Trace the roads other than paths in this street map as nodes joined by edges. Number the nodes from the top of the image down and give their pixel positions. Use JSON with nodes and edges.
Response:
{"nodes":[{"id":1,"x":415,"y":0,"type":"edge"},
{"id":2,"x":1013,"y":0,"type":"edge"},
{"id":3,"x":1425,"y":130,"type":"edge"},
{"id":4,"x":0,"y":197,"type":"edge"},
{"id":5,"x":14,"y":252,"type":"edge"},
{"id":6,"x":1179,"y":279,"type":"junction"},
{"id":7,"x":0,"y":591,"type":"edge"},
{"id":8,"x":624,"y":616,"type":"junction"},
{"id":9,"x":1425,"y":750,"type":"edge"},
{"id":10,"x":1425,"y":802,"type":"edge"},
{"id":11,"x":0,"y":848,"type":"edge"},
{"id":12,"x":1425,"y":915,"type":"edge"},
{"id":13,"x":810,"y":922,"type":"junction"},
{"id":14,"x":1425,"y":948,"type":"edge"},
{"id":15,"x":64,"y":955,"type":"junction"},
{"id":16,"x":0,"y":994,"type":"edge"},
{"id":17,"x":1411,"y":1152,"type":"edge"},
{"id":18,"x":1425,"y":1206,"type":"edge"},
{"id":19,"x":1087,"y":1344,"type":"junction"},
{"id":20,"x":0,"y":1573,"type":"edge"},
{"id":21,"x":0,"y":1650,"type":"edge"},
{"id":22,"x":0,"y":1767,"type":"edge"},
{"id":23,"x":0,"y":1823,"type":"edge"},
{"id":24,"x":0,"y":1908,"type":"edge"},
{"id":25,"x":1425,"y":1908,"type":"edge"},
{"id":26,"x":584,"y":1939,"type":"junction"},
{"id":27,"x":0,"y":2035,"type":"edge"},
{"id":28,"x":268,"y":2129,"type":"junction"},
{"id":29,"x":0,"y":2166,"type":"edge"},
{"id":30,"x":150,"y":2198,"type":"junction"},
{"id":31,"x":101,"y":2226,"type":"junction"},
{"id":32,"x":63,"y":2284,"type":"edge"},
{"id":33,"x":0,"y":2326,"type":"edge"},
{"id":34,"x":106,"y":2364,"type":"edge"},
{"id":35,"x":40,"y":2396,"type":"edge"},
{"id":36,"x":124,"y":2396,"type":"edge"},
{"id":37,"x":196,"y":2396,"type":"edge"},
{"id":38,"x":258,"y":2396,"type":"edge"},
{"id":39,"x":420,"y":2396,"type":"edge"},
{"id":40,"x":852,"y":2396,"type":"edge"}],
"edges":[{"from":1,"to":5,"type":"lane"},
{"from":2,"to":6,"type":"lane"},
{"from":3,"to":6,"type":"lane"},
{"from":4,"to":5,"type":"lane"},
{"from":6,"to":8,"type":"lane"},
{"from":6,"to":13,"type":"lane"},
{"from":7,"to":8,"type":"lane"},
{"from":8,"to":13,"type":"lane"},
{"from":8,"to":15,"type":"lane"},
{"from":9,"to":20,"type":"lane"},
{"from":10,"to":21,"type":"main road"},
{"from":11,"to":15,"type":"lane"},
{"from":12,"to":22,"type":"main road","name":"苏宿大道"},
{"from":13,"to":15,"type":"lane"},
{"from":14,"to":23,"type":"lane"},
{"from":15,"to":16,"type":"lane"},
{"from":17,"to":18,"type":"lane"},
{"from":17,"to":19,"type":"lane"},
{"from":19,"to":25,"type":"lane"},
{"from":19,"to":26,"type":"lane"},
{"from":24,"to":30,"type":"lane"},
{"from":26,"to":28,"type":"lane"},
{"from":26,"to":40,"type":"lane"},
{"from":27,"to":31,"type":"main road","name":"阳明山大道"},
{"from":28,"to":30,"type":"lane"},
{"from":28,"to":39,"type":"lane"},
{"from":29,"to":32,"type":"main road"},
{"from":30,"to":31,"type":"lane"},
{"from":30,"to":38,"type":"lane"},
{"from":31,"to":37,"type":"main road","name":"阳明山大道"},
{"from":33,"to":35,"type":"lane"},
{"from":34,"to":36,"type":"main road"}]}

-.-.-

*Exercise goal:* All the entries above are to be transcribed without any alteration.

*Response:*
Trace the roads other than paths in this street map as nodes joined by edges. Number the nodes from the top of the image down and give their pixel positions. Use JSON with nodes and edges.
Response:
{"nodes":[{"id":1,"x":415,"y":0,"type":"edge"},
{"id":2,"x":1013,"y":0,"type":"edge"},
{"id":3,"x":1425,"y":130,"type":"edge"},
{"id":4,"x":0,"y":197,"type":"edge"},
{"id":5,"x":14,"y":252,"type":"edge"},
{"id":6,"x":1179,"y":279,"type":"junction"},
{"id":7,"x":0,"y":591,"type":"edge"},
{"id":8,"x":624,"y":616,"type":"junction"},
{"id":9,"x":1425,"y":750,"type":"edge"},
{"id":10,"x":1425,"y":802,"type":"edge"},
{"id":11,"x":0,"y":848,"type":"edge"},
{"id":12,"x":1425,"y":915,"type":"edge"},
{"id":13,"x":810,"y":922,"type":"junction"},
{"id":14,"x":1425,"y":948,"type":"edge"},
{"id":15,"x":64,"y":955,"type":"junction"},
{"id":16,"x":0,"y":994,"type":"edge"},
{"id":17,"x":1411,"y":1152,"type":"edge"},
{"id":18,"x":1425,"y":1206,"type":"edge"},
{"id":19,"x":1087,"y":1344,"type":"junction"},
{"id":20,"x":0,"y":1573,"type":"edge"},
{"id":21,"x":0,"y":1650,"type":"edge"},
{"id":22,"x":0,"y":1767,"type":"edge"},
{"id":23,"x":0,"y":1823,"type":"edge"},
{"id":24,"x":0,"y":1908,"type":"edge"},
{"id":25,"x":1425,"y":1908,"type":"edge"},
{"id":26,"x":584,"y":1939,"type":"junction"},
{"id":27,"x":0,"y":2035,"type":"edge"},
{"id":28,"x":268,"y":2129,"type":"junction"},
{"id":29,"x":0,"y":2166,"type":"edge"},
{"id":30,"x":150,"y":2198,"type":"junction"},
{"id":31,"x":101,"y":2226,"type":"junction"},
{"id":32,"x":63,"y":2284,"type":"edge"},
{"id":33,"x":0,"y":2326,"type":"edge"},
{"id":34,"x":106,"y":2364,"type":"edge"},
{"id":35,"x":40,"y":2396,"type":"edge"},
{"id":36,"x":124,"y":2396,"type":"edge"},
{"id":37,"x":196,"y":2396,"type":"edge"},
{"id":38,"x":258,"y":2396,"type":"edge"},
{"id":39,"x":420,"y":2396,"type":"edge"},
{"id":40,"x":852,"y":2396,"type":"edge"}],
"edges":[{"from":1,"to":5,"type":"lane"},
{"from":2,"to":6,"type":"lane"},
{"from":3,"to":6,"type":"lane"},
{"from":4,"to":5,"type":"lane"},
{"from":6,"to":8,"type":"lane"},
{"from":6,"to":13,"type":"lane"},
{"from":7,"to":8,"type":"lane"},
{"from":8,"to":13,"type":"lane"},
{"from":8,"to":15,"type":"lane"},
{"from":9,"to":20,"type":"lane"},
{"from":10,"to":21,"type":"main road"},
{"from":11,"to":15,"type":"lane"},
{"from":12,"to":22,"type":"main road","name":"苏宿大道"},
{"from":13,"to":15,"type":"lane"},
{"from":14,"to":23,"type":"lane"},
{"from":15,"to":16,"type":"lane"},
{"from":17,"to":18,"type":"lane"},
{"from":17,"to":19,"type":"lane"},
{"from":19,"to":25,"type":"lane"},
{"from":19,"to":26,"type":"lane"},
{"from":24,"to":30,"type":"lane"},
{"from":26,"to":28,"type":"lane"},
{"from":26,"to":40,"type":"lane"},
{"from":27,"to":31,"type":"main road","name":"阳明山大道"},
{"from":28,"to":30,"type":"lane"},
{"from":28,"to":39,"type":"lane"},
{"from":29,"to":32,"type":"main road"},
{"from":30,"to":31,"type":"lane"},
{"from":30,"to":38,"type":"lane"},
{"from":31,"to":37,"type":"main road","name":"阳明山大道"},
{"from":33,"to":35,"type":"lane"},
{"from":34,"to":36,"type":"main road"}]}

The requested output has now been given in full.